Ebbene, posto che il diritto concesso ai creditori di effettuare la compensazione deve essere considerato un’eccezione al corollario della par condicio creditorum, da tali disposizioni è possibile arguire che se i crediti nei confronti del debitore sottoposto alle suddette procedure sono sorti dopo l’inizio delle stesse, questi non possono essere compensati, non potendo la norma essere interpretata estensivamente per contemplare delle eccezioni non espressamente statuite. Al contrario, se la compensazione ha ad oggetto crediti sorti e scaduti prima dell’inizio della procedura concorsuale la stessa è chiaramente concessa. Infine, se la compensazione riguarda crediti non scaduti, ma sorti anteriormente alla data di apertura della procedura, “la compensazione ex articolo 56 l. f. costituisce deroga alla regola del concorso, e può operare anche quando i presupposti di liquidità ed esigibilità ex articolo 1243 cod. civ., maturino successivamente al fallimento, e fino alla decisione; è però indefettibilmente richiesto che il “fatto genetico della situazione giuridica estintiva delle obbligazioni contrapposte” sia anteriore alla dichiarazione di fallimento (…)” (Cass. Civ., n. 825/2015 e, in tal senso, anche Cass. Civ., SS.UU., n. 775/1999).
In particolare, l’articolo 56 L.F. si ricollega ad un’esigenza di equità sostanziale, considerata la sua finalità di impedire che il terzo creditore, che sia anche debitore del soggetto in procedura, sia tenuto ad un adempimento integrale della propria obbligazione a fronte del realizzo del diritto vantato solamente nella misura concorsuale. Tale circostanza rappresenta una deroga alla compensazione oggetto della regola generale prevista dal citato articolo 1243 cod. civ. – del quale costituisce applicazione particolare – in quanto non richiede l’avvenuta scadenza ed esigibilità dei crediti verso il fallito al momento della sentenza dichiarativa dell’insolvenza.
A proposito del requisito di liquidità citato nelle menzionate pronunce, si evidenzia come sia necessario che i due crediti abbiano esistenza ed importo certo anche se, in base a quanto previsto dal secondo comma dell’articolo 1243 cod. civ. il Giudice può dichiarare la compensazione per la parte del debito che riconosce esistente se lo stesso non è liquido ma di pronta e facile liquidazione, mentre, in relazione alla esigibilità, i crediti devono essere già scaduti nel momento in cui si richiede la compensazione, cosa che – come già detto – può avvenire anche a seguito dell’apertura della procedura concorsuale.
Orbene, con l’interessante recente ordinanza n. 2556/2023, la Corte di Cassazione si è pronunciata in tema di validità, nel concordato preventivo, del patto di compensazione.

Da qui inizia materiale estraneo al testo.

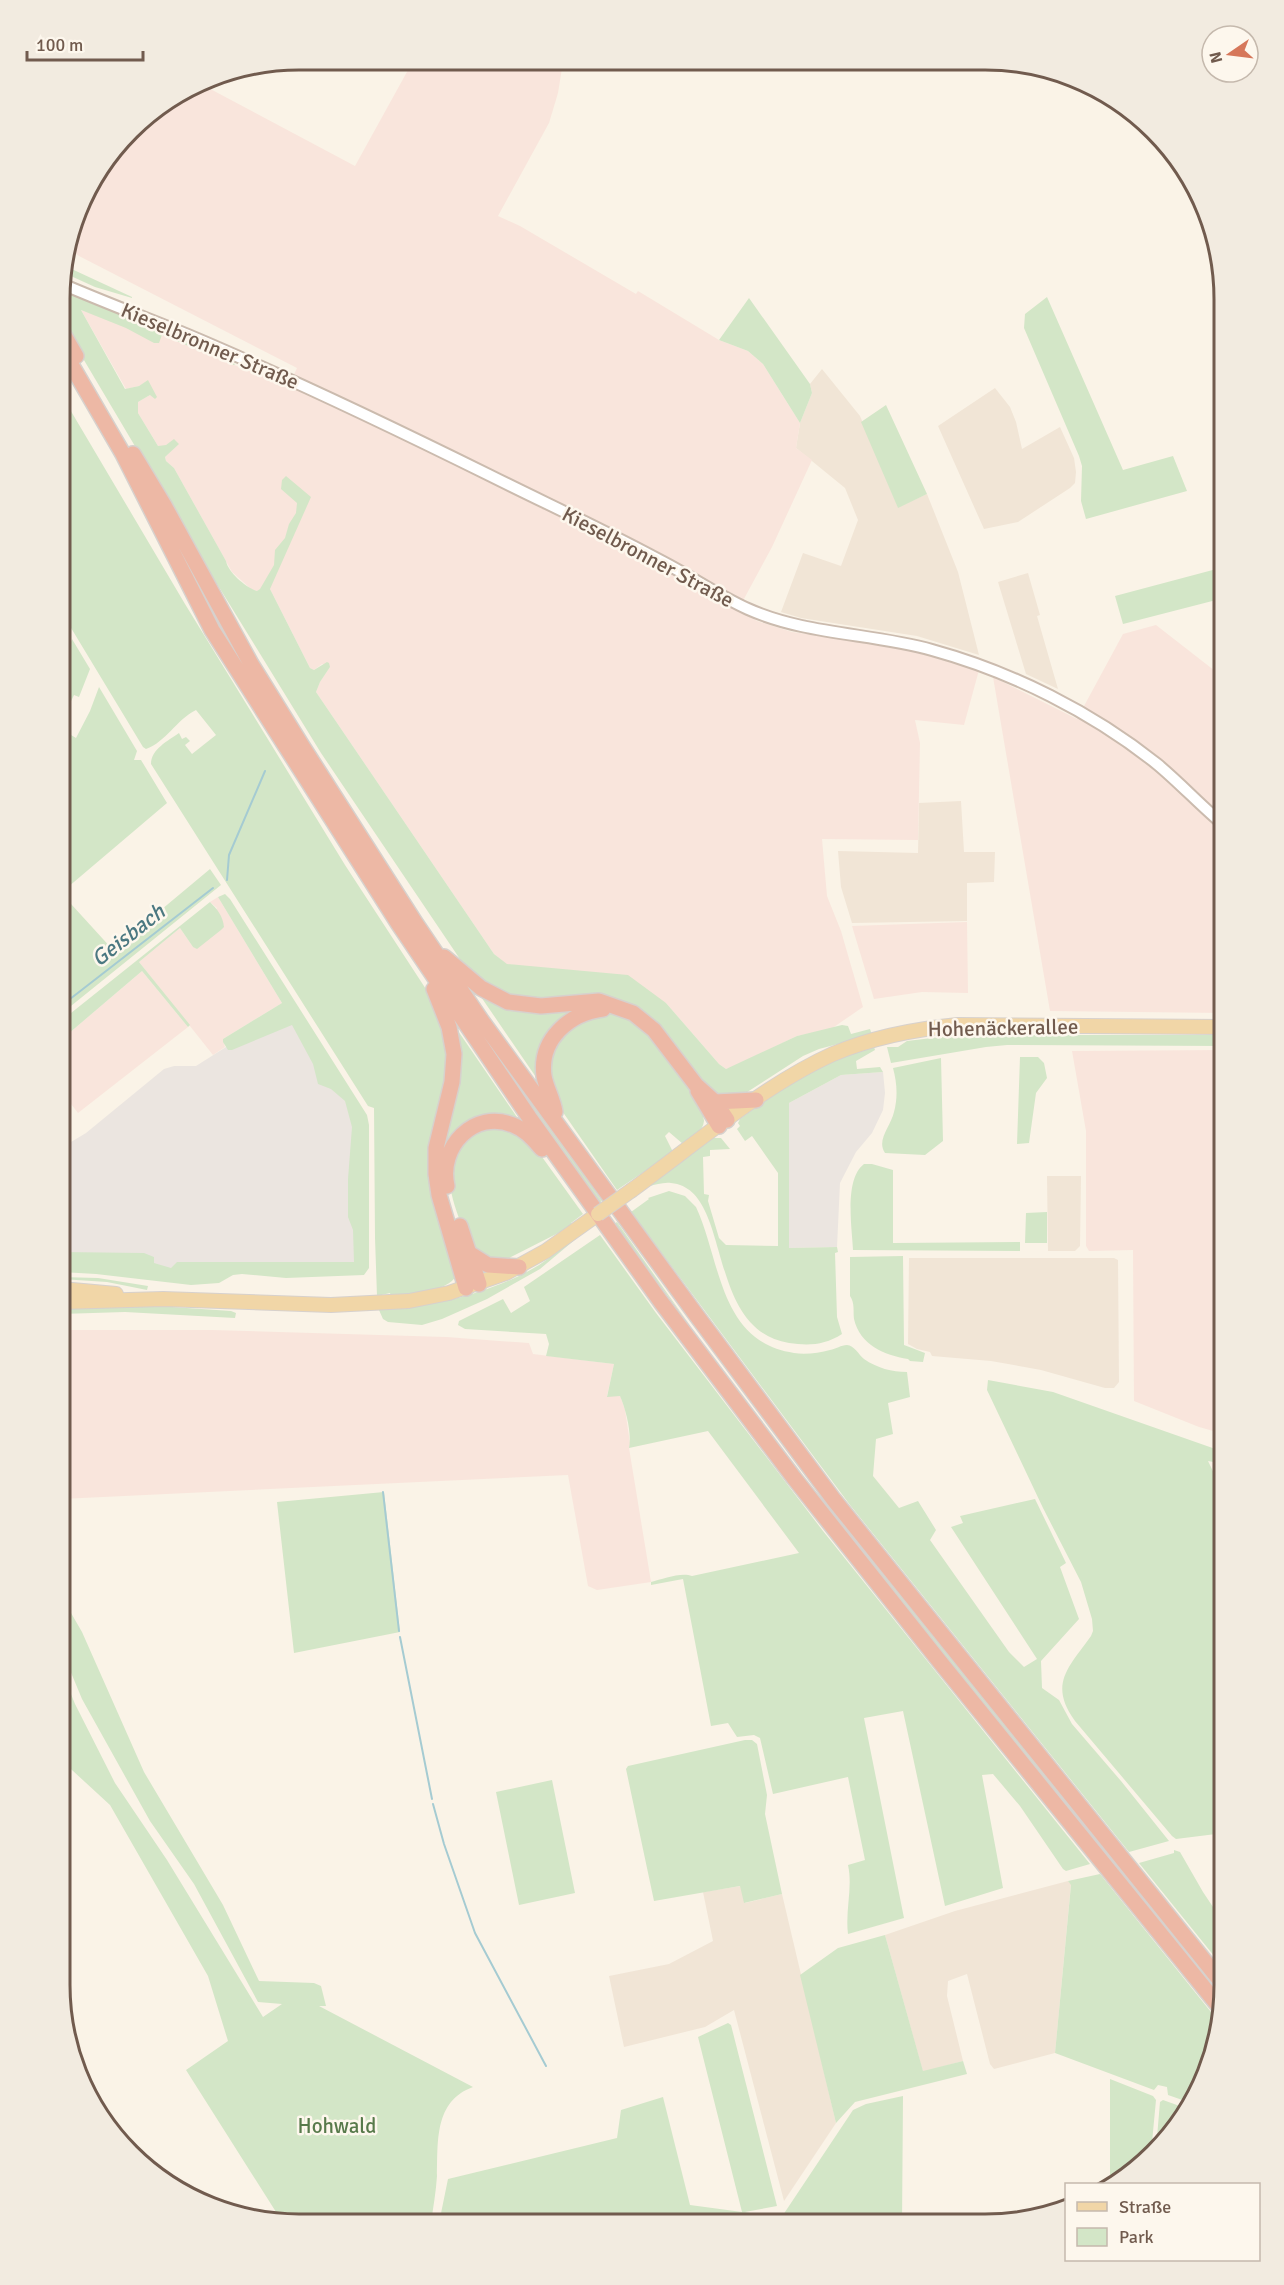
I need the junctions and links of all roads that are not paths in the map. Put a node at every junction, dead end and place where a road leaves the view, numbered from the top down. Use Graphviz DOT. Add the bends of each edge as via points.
graph roads {
  1 [pos="71,288"];
  2 [pos="70,346"];
  3 [pos="70,363"];
  4 [pos="1214,816"];
  5 [pos="431,946"];
  6 [pos="428,969"];
  7 [pos="618,1007"];
  8 [pos="1214,1026"];
  9 [pos="696,1085"];
  10 [pos="756,1100"];
  11 [pos="716,1102"];
  12 [pos="723,1123"];
  13 [pos="558,1124"];
  14 [pos="561,1162"];
  15 [pos="469,1253"];
  16 [pos="519,1267"];
  17 [pos="473,1286"];
  18 [pos="70,1290"];
  19 [pos="162,1299"];
  20 [pos="70,1302"];
  21 [pos="1214,1973"];
  22 [pos="1213,1999"];
  1 -- 4 [label="street, Kieselbronner Straße" via="381,421 620,539 759,614 787,623 933,650 1037,690 1126,742"];
  2 -- 5 [label="highway" via="251,664"];
  3 -- 6 [label="highway" via="123,454 212,630"];
  5 -- 7 [label="highway" via="481,988 508,1002 541,1006 599,1000"];
  5 -- 13 [label="highway"];
  6 -- 14 [label="highway"];
  6 -- 17 [label="highway" via="449,1027 454,1054 452,1082 436,1148 436,1174 439,1195"];
  7 -- 9 [label="highway" via="633,1013 654,1030"];
  7 -- 13 [label="highway" via="579,1015 562,1026 550,1043 544,1074"];
  8 -- 10 [label="main road, Hohenäckerallee" via="989,1024 928,1028 876,1039 834,1054 798,1071"];
  9 -- 11 [label="highway"];
  9 -- 12 [label="highway" via="704,1103"];
  10 -- 11 [label="highway"];
  10 -- 12 [label="main road, Hohenäckerallee"];
  11 -- 12 [label="highway"];
  12 -- 16 [label="main road, Hohenäckerallee, bridge" via="572,1234"];
  13 -- 21 [label="highway" via="840,1509"];
  14 -- 15 [label="highway" via="540,1148 526,1132 507,1123 478,1124 458,1137 448,1154 446,1182"];
  14 -- 22 [label="highway" via="801,1487"];
  15 -- 16 [label="highway" via="488,1265"];
  15 -- 17 [label="highway"];
  16 -- 17 [label="main road, Hohenäckerallee"];
  17 -- 19 [label="main road, Hohenäckerallee" via="432,1297 372,1304"];
  18 -- 19 [label="main road"];
  19 -- 20 [label="main road"];
}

Più nel dettaglio, i giudici di legittimità hanno ritenuto che, nel campo delle anticipazioni su ricevute bancarie regolate in conto corrente, se “le relative operazioni sono compiute in epoca antecedente rispetto all’ammissione del correntista ad una procedura concorsuale, è necessario accertare – qualora il correntista successivamente ammesso al concordato preventivo agisca per la restituzione dell’importo delle ricevute incassate dalla banca – se la convenzione relativa all’anticipazione su ricevute regolata in conto corrente contenga una clausola attributiva del “diritto di incamerare” le somme riscosse in favore della banca (c.d. patto di compensazione)”.
Solo in presenza di un mandato all’incasso, infatti, la banca può arrogarsi il diritto “di compensare il proprio debito per il versamento al cliente delle somme riscosse con il proprio credito, verso lo stesso cliente, conseguente ad operazioni regolate nel medesimo conto corrente”, a nulla rilevando che detto credito sia anteriore all’ammissione alla procedura concorsuale ed il correlativo debito, invece, posteriore. Va da sé che, in tale contesto, non può ritenersi operante il principio della c.d. cristallizzazione dei crediti, con la conseguenza che né l’imprenditore, né gli organi concorsuali hanno diritto a che la banca riversi in loro favore le somme riscosse, anziché porle in compensazione con il proprio credito (Cass. Civ., n. 17999/2011).